The process of blood clotting typically begins with trauma to a blood vessel. The damaged vessel wall initiates hemostasis by causing adherence and accumulation of platelets at the injury site and by activating plasma proteins which initiate the coagulation process. A series of proteins, including Factor IX, are activated sequentially by specific proteolytic cleavages and conformational changes leading to the deposition of insoluble fibrin which curtails the blood flow.
Blood coagulation Factor IX circulates as an inactive zymogen. It enters the coagulation cascade after activation in the presence of Factor XIa or VIIa and tissue factor. The activated Factor IX (IXa) in turn activates Factor X in the presence of Factor VIIIa, phospholipids and calcium.
Hemophilia is a bleeding disorder caused by the lack of an essential blood factor. Hemophilia A (classic hemophilia) is the most common and is caused by a genetic deficiency or abnormality of Factor VIII. Hemophilia B is caused by a deficiency or abnormality of Factor IX. The genetic deficiency of Factor IX results in hemophilia B. It has been estimated that about 3000 patients in the U.S. alone suffer from hemophilia B.

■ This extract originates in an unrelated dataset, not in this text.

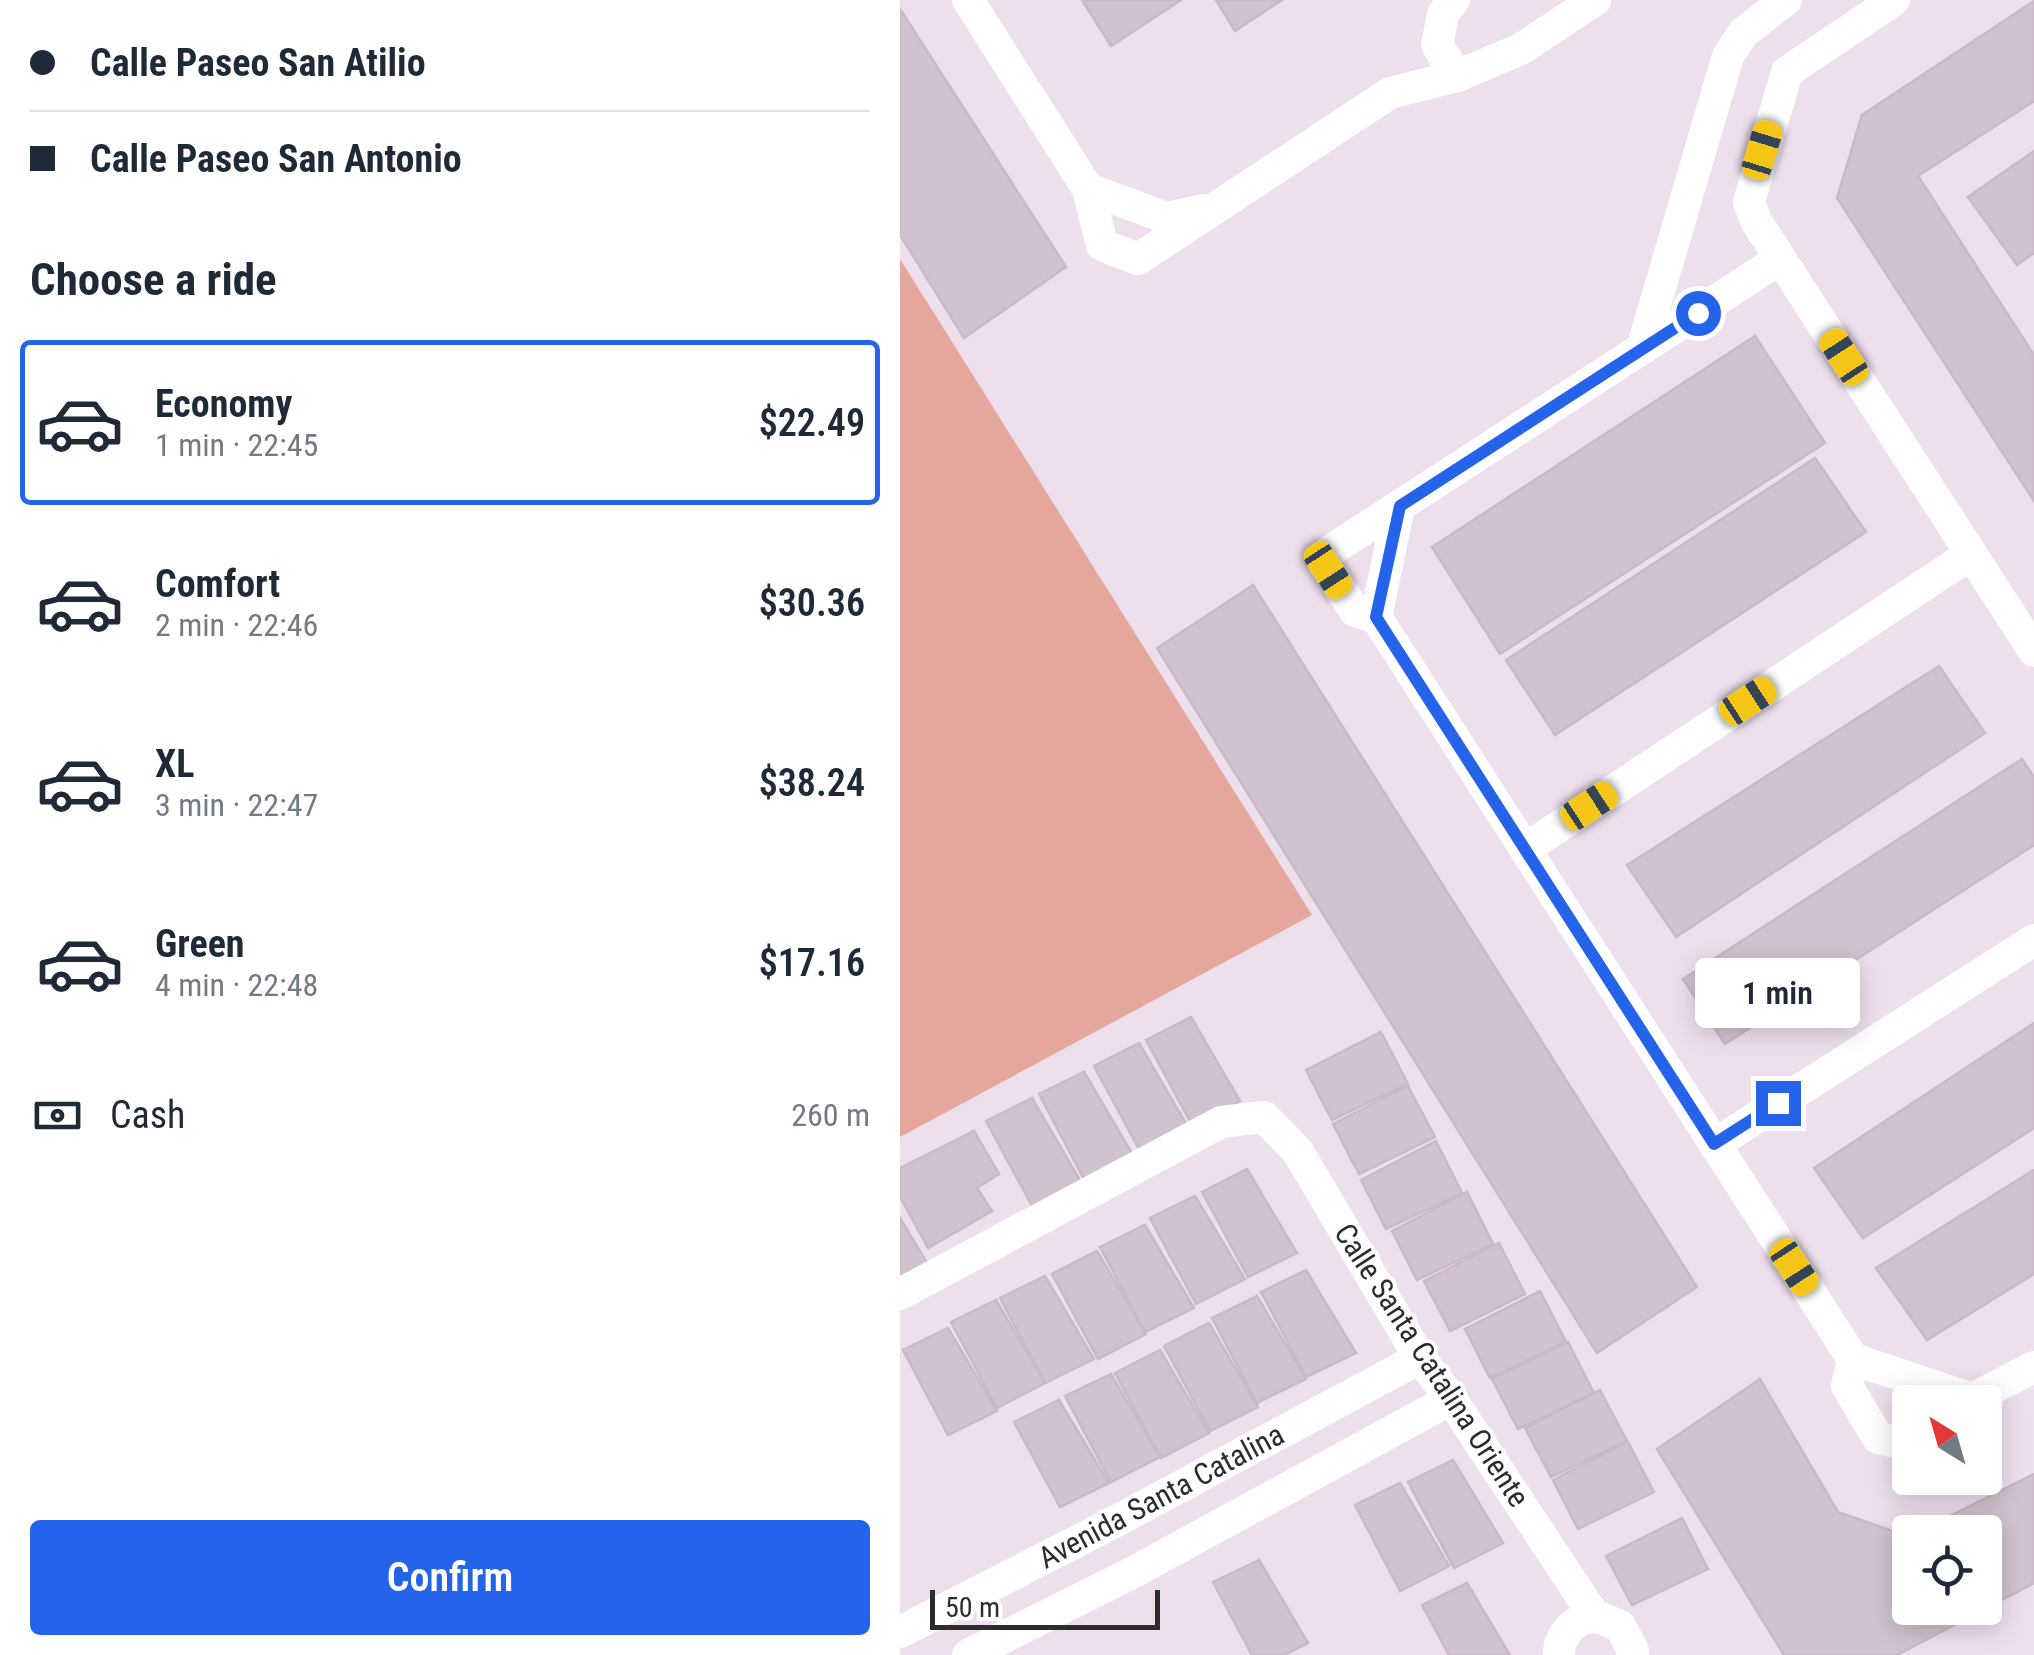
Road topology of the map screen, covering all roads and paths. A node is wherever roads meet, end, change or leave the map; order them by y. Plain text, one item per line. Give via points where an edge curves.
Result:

Hemophilia is a heterogeneous disorder. Mutant blood Factor IX proteins can have clotting activities that vary from near normal to severely deficient. The clinical features of hemophilia A and B are identical. Less than 1% clotting factor activity is defined as severe hemophilia, and is accompanied by spontaneous bleeding in the muscles and larger joints. Repeated bleeding in joints causes arthropathy or hemarthroses which is a major chronic complication. Hemarthroses are worsened by muscle atrophy due to muscle bleedings. Often, repeated hemarthroses result in eventual deformity and crippling. In mild hemophilia (5-40% FVIII or FIX activity), bleeding does not occur except after trauma. Moderately severe hemophilia (1-5% FVIII or FIX activity) has clinical features between the severe and mild hemophilia.
Conventional treatment of hemophilia B consists of replacement of the deficient Factor IX from pooled donor plasma including fresh, frozen plasma or Factor IX concentrates. Pooled donor preparations, however, have been associated with the transmission of vital diseases such as hepatitis (eg. B, delta, non A non B) and HIV. This is in spite of increased purification techniques to reduce the virus load. It has been estimated that 50% of hemophilia patients are either hepatitis positive or HIV positive. These viral infections are now the major cause of morbidity and mortality in patients with hemophilia.
Further disadvantages of pooled donor plasma include the cost and availability of the purified blood factors. With increased purification steps, the cost of blood factor therapy has increased. Availability of the blood factors is also a concern. Theoretically, these factors should be administered prophylactically in many cases to avoid the sequelae of uncontrolled bleeding such as the development of joint disorders. However, cost, availability and the pharmacokinetics make an effective prophylactic therapy unfeasible.
With the advent of DNA technology, researchers have now cloned and are testing a number of recombinant blood factors, including Factor IX in patients with hemophilia. While recombinant technology may overcome the problems of vital contamination and availability, it does not affect the pharmacokinetics of the factors nor the formation of inhibitors (antibodies) in patients. It is estimated that 2-3% of all patients with hemophilia B will develop IgG antibodies that will nullify the value of replacement therapy. Inhibitor development occurs primarily in patients with severe hemophilia although antibodies to Factor IX in mild hemophilia have been reported. Approximately 5-15% of patients with severe hemophilia have antibodies to Factor VIII or IX. It has been estimated that the actual risk of developing neutralizing antibodies by age 20 is as high as 15-24%. Joint bleedings often cannot be controlled and adequately treated and many of these patients are severely handicapped.
To overcome the neutralizing effect of the antibodies, physicians can be forced to increase the dosage to the factor. However, there is often a decreased response to the replacement therapy despite increases in dosage. Care in administering the factors as well as the administration of steroids and other immunosuppressive agents such as azathioprine, cyclophosphamide and high-dose gammaglobulin G is often required to prevent or limit the development of antibodies and hypersensitivity reactions. Antibody depletion through plasmapheresis has been used to decrease the inhibitor titers in circulation. However, such immunosuppressive techniques have been only partially successful and raise the risk that the patient will be more vulnerable to opportunistic infections, e.g. HIV or hepatitis.
In light of the complications and risks inherent in the conventional treatment of hemophilia B, it is desirable to provide compositions having Factor IX activity which are less likely to cause the formation of inhibitor antibodies. In light of the high costs of Factor IX, it is also highly desirable to increase the in vivo circulating life of Factor IX activity.